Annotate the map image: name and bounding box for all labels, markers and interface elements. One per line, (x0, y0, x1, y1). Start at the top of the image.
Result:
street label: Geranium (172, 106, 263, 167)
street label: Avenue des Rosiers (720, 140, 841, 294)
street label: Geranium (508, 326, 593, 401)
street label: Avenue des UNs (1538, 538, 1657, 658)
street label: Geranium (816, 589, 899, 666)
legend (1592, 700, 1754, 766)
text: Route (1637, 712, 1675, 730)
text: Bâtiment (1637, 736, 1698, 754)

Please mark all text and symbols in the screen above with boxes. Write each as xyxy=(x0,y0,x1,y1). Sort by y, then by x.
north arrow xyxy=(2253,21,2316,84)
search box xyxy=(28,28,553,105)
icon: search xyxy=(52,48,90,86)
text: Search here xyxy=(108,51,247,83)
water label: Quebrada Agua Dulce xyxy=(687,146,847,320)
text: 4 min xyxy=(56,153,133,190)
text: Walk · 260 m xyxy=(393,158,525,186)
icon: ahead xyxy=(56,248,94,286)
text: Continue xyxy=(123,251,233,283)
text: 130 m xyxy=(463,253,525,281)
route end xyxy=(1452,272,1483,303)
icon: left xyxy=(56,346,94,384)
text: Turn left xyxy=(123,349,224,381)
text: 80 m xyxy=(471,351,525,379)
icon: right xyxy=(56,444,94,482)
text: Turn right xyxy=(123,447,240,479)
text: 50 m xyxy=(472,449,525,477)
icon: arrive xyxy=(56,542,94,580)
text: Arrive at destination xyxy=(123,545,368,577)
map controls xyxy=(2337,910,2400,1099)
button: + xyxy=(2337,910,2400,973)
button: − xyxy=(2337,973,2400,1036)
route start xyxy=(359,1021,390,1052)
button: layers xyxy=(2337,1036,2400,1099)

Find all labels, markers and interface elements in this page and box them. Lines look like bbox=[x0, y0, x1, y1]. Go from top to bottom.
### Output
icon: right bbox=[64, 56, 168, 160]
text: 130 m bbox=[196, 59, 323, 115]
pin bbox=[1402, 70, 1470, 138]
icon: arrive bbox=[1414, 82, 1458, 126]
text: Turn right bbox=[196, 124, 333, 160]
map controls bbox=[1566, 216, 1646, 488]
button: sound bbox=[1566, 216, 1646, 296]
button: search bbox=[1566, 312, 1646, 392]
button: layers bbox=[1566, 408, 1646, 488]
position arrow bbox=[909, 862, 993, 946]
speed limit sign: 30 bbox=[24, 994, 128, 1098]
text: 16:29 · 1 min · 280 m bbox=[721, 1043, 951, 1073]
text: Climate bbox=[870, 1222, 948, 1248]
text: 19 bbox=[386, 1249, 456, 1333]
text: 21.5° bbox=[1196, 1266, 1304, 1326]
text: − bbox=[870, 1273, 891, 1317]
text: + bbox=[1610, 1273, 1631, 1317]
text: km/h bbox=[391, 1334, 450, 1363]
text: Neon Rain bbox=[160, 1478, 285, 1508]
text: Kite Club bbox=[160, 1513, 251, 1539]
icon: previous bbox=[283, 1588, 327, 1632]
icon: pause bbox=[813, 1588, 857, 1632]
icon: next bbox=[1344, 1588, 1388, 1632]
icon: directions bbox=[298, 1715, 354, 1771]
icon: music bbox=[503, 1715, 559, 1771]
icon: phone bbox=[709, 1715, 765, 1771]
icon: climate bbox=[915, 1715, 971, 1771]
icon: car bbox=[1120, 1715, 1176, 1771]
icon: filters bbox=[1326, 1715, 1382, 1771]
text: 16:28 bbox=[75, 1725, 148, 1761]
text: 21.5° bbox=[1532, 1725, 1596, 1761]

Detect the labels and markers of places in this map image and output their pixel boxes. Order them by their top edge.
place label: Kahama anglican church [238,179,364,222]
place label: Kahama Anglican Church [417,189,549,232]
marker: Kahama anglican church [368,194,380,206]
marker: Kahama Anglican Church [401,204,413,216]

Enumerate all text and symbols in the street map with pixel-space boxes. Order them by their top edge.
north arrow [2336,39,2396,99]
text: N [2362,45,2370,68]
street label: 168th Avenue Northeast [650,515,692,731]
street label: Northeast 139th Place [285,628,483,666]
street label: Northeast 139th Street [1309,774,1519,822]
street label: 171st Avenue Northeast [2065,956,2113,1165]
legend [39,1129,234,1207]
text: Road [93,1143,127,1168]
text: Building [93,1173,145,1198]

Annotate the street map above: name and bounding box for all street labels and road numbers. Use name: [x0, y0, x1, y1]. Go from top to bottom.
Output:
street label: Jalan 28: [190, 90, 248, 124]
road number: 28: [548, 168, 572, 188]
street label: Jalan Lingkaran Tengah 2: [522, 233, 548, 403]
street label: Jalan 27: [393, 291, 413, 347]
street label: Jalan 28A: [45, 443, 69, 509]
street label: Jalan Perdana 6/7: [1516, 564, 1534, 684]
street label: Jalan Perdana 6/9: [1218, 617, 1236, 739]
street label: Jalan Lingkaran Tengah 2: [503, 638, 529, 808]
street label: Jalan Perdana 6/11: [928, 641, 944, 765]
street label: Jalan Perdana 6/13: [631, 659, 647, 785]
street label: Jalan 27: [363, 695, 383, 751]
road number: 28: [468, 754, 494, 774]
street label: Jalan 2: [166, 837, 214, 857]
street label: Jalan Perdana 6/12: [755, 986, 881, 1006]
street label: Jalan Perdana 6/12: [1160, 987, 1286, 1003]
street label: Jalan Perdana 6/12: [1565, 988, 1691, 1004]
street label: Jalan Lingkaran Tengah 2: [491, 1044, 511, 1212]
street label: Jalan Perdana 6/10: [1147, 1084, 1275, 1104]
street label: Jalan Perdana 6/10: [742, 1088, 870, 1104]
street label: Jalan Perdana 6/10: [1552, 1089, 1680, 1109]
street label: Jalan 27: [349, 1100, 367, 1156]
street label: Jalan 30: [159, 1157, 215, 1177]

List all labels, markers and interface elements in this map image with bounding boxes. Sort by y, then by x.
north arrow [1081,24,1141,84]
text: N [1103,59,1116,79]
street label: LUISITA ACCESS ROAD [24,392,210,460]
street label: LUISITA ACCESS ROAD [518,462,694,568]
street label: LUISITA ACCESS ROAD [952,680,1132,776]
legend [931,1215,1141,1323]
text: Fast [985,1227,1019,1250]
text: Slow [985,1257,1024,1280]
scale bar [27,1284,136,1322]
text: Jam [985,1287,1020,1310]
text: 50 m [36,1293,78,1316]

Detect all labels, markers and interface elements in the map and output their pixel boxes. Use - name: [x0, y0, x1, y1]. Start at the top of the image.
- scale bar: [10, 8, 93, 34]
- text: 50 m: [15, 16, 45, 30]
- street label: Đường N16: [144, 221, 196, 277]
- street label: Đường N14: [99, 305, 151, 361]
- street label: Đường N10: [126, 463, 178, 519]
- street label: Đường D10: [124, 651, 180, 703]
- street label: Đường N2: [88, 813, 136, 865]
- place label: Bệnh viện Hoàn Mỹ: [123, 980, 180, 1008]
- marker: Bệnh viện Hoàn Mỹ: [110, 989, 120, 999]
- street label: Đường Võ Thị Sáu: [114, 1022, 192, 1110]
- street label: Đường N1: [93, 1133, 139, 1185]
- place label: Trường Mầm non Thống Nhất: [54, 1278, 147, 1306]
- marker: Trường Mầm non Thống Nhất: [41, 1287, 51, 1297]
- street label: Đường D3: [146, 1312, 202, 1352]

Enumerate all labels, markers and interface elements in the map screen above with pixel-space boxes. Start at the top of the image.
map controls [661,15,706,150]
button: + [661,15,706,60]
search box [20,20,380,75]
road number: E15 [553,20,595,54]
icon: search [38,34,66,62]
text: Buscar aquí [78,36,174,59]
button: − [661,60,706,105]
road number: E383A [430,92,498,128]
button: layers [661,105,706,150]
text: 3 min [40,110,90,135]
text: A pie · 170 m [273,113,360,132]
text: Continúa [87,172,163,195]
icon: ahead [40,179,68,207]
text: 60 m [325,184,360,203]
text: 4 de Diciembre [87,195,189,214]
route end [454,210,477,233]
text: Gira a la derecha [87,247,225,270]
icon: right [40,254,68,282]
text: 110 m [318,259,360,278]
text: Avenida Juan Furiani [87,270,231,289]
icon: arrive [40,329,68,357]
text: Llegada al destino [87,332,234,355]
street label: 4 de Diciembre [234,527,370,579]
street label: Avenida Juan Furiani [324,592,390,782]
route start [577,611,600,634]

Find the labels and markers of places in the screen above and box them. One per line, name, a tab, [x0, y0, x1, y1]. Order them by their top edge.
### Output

**WORK INSTRUCTION**
Show each line of the data that contains the string "Annotate".

**SOLUTION**
Annotate the map image: name and bounding box for all labels, markers and interface elements. One per line, (x0, y0, x1, y1). Start at the top of the image.
Annotate the street map above: name and bounding box for all street labels and road numbers. Use name: [x0, y0, x1, y1]. Go from top to bottom.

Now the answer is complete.